- Part 1: The Need for Orchestration and the Role of the Cluster Resource Manager
- Part 2: How the Cluster Resource Manager Works
Last time we talked about why Orchestration is an important problem to solve when you are running services, and gave an overview of the architecture of the Service Fabric Cluster Resource Manager.
In this post, I’ll cover more about how the Cluster Resource Manager works, how it’s implemented, and what jobs it really has in the cluster. But first, we’re have to deal with a hard Computer Science fact, which is that…
NP-Hard is Hard
…or at the least incredibly complicated.

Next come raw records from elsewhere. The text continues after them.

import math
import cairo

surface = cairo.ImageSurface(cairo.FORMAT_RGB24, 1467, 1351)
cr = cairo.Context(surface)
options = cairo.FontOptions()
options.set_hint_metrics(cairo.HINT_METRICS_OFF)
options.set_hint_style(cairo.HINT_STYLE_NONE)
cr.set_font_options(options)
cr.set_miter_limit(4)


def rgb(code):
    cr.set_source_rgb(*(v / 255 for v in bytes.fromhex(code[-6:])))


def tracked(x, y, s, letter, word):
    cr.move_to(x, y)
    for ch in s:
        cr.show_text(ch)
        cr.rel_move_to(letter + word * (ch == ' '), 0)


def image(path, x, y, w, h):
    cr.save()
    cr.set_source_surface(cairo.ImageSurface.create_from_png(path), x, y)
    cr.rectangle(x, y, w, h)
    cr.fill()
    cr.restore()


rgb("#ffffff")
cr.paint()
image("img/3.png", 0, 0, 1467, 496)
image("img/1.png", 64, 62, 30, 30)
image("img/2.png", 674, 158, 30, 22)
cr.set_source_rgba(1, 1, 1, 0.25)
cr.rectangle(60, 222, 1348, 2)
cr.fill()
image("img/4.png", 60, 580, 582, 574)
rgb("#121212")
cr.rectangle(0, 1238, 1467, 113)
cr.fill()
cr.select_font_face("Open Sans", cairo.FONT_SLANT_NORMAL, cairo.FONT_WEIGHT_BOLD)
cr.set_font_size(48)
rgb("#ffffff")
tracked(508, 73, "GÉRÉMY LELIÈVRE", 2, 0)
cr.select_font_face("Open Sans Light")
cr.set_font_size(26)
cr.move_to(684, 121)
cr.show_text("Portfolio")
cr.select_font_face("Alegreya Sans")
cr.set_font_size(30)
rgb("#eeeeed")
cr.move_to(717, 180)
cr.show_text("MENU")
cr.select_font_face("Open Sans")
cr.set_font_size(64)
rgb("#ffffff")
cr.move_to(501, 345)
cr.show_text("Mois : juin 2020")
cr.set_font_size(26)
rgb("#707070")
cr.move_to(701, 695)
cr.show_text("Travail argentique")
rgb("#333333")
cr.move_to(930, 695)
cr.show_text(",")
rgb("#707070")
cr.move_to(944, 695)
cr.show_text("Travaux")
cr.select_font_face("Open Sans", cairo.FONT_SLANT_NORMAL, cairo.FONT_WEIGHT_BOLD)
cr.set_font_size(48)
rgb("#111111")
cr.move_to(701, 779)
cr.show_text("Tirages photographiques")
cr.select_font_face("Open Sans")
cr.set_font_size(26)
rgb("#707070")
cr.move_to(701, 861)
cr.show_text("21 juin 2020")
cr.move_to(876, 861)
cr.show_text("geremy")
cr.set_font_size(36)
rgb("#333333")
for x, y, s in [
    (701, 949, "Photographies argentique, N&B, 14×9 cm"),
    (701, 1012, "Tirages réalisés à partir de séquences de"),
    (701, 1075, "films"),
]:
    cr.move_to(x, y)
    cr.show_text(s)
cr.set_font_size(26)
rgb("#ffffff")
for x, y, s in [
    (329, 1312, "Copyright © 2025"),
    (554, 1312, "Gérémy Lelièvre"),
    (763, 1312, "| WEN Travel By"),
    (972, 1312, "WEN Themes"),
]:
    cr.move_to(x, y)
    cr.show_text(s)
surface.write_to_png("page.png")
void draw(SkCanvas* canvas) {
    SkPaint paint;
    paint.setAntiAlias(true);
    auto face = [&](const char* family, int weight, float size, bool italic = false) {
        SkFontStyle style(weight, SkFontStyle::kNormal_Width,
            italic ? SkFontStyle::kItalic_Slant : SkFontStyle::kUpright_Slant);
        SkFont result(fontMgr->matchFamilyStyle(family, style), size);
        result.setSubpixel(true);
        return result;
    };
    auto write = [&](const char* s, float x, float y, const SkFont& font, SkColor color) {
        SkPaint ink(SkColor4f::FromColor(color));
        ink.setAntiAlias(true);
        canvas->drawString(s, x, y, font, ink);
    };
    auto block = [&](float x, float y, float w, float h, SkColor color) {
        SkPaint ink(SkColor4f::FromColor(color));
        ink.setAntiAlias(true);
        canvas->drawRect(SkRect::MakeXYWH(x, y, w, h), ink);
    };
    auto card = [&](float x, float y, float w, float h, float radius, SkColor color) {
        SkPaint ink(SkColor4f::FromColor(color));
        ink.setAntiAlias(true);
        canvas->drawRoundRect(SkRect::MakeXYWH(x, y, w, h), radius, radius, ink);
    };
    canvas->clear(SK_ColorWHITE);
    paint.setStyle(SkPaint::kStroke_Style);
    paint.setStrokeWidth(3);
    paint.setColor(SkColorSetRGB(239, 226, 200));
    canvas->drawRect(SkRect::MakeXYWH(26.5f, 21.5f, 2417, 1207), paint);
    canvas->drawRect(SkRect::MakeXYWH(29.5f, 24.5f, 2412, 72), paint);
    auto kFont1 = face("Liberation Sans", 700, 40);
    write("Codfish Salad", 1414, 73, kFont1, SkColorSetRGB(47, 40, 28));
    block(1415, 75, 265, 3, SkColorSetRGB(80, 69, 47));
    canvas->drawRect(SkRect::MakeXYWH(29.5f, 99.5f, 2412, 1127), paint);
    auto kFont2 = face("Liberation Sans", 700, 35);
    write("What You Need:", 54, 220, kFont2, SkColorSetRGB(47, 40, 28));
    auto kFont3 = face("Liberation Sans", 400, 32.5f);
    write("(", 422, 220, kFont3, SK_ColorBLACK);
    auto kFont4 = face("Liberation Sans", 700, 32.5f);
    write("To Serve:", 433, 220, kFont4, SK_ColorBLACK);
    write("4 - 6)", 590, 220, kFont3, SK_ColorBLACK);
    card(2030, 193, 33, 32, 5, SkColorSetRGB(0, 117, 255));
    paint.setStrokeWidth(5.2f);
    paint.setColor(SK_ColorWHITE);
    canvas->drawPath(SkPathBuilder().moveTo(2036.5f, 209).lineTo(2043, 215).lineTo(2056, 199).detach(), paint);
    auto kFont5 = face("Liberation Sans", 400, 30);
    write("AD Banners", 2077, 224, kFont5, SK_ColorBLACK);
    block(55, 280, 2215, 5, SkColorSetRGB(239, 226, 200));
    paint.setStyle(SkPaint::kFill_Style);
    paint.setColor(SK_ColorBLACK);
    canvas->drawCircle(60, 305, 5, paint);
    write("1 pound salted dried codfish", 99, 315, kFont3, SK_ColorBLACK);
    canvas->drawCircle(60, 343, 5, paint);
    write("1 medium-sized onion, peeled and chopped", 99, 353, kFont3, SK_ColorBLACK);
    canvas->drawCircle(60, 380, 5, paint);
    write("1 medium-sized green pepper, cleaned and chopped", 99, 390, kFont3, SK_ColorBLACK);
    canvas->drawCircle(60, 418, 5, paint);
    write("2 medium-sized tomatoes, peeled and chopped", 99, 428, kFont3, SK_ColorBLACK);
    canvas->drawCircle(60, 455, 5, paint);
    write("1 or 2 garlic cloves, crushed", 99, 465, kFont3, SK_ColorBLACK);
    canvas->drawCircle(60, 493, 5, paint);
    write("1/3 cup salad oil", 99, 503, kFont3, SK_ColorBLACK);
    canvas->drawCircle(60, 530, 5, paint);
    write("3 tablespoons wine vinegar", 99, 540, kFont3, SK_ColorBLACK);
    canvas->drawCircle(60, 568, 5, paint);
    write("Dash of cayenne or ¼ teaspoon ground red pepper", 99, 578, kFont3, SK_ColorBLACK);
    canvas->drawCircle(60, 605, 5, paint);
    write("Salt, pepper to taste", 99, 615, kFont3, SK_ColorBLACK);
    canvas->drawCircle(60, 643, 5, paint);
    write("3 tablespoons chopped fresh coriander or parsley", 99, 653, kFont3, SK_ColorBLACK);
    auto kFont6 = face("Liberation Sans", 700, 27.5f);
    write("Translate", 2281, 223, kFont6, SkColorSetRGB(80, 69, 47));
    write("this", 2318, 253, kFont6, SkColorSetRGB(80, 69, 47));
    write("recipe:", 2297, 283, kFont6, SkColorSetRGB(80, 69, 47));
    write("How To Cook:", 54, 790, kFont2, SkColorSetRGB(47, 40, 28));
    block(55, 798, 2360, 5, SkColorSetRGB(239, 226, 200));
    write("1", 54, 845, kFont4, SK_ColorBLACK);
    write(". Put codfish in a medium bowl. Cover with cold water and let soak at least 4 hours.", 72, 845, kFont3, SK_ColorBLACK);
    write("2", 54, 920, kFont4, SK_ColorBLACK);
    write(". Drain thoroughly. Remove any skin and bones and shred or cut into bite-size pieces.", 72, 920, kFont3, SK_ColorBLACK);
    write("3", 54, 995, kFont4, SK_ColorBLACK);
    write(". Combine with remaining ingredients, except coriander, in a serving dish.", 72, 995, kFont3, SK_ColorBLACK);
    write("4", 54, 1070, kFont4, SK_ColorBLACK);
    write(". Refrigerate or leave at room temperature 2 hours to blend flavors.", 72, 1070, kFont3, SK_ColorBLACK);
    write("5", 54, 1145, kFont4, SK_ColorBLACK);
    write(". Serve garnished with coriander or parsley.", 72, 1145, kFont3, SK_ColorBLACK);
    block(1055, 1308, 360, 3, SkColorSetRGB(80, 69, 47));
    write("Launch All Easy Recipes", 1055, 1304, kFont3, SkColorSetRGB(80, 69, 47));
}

Looking at the jobs of the Orchestrator from Part 1 and thinking about what it actually has to do, it’s clear that we have a classic optimization problem on our hands; something akin to the famous Knapsack Problem where we have to figure out how much of something can fit inside a particular container. Really It’s much more like a combination of the multiple-knapsack, multiple-dimension problems, but we’re getting ahead of ourselves…
How does the Service Fabric Cluster Resource Manager arrange all of the different services and ensure that the overall cluster is utilized efficiently? How does it ensure that in organizing the cluster it doesn’t accidentally put some service or workload at a disadvantage? If you care about resources like the amount of disk space or memory, how does the Service Fabric Cluster Resource Manager know how to arrange the cluster without overloading individual machines?
Conceptually, we are in one of the valleys shown in Figure 1 and we have to “climb the hill” to find the best arrangement for everything in the cluster. We’ll say for now that a better allocated cluster has a higher score than a less well allocated cluster. For example, an arrangement with all of the services stacked on one node while a bunch of other nodes are empty would correspond to a deep blue trough, while a better arrangement with everything distributed would be a red peak.
Note: If you’re versed in topologies (or even just remember trigonometry) you’ll notice that the graphs below are combinations of simple trigonometric functions that I generated with js-surface-plot over at jsfiddle. They are presented for illustration only as an aide to thinking in multiple dimensions.
Figure 1: A nice, simple environment - get to the top of the hill
But it’s actually worse than just a regular search problem: suppose we find the optimal arrangement for a particular metric, like CPU. That sounds good, but in reality services have many different resources they care about (CPU, Memory, Disk Space, “OutstandingRequests”, etc.), so there’s really many different topologies to consider and many different goals to be met simultaneously. In production clusters at Microsoft, we’ve seen teams seek to manage tens if not hundreds of different resources in their cluster. With 100 different goals, how do we even know if we’ve got a good answer?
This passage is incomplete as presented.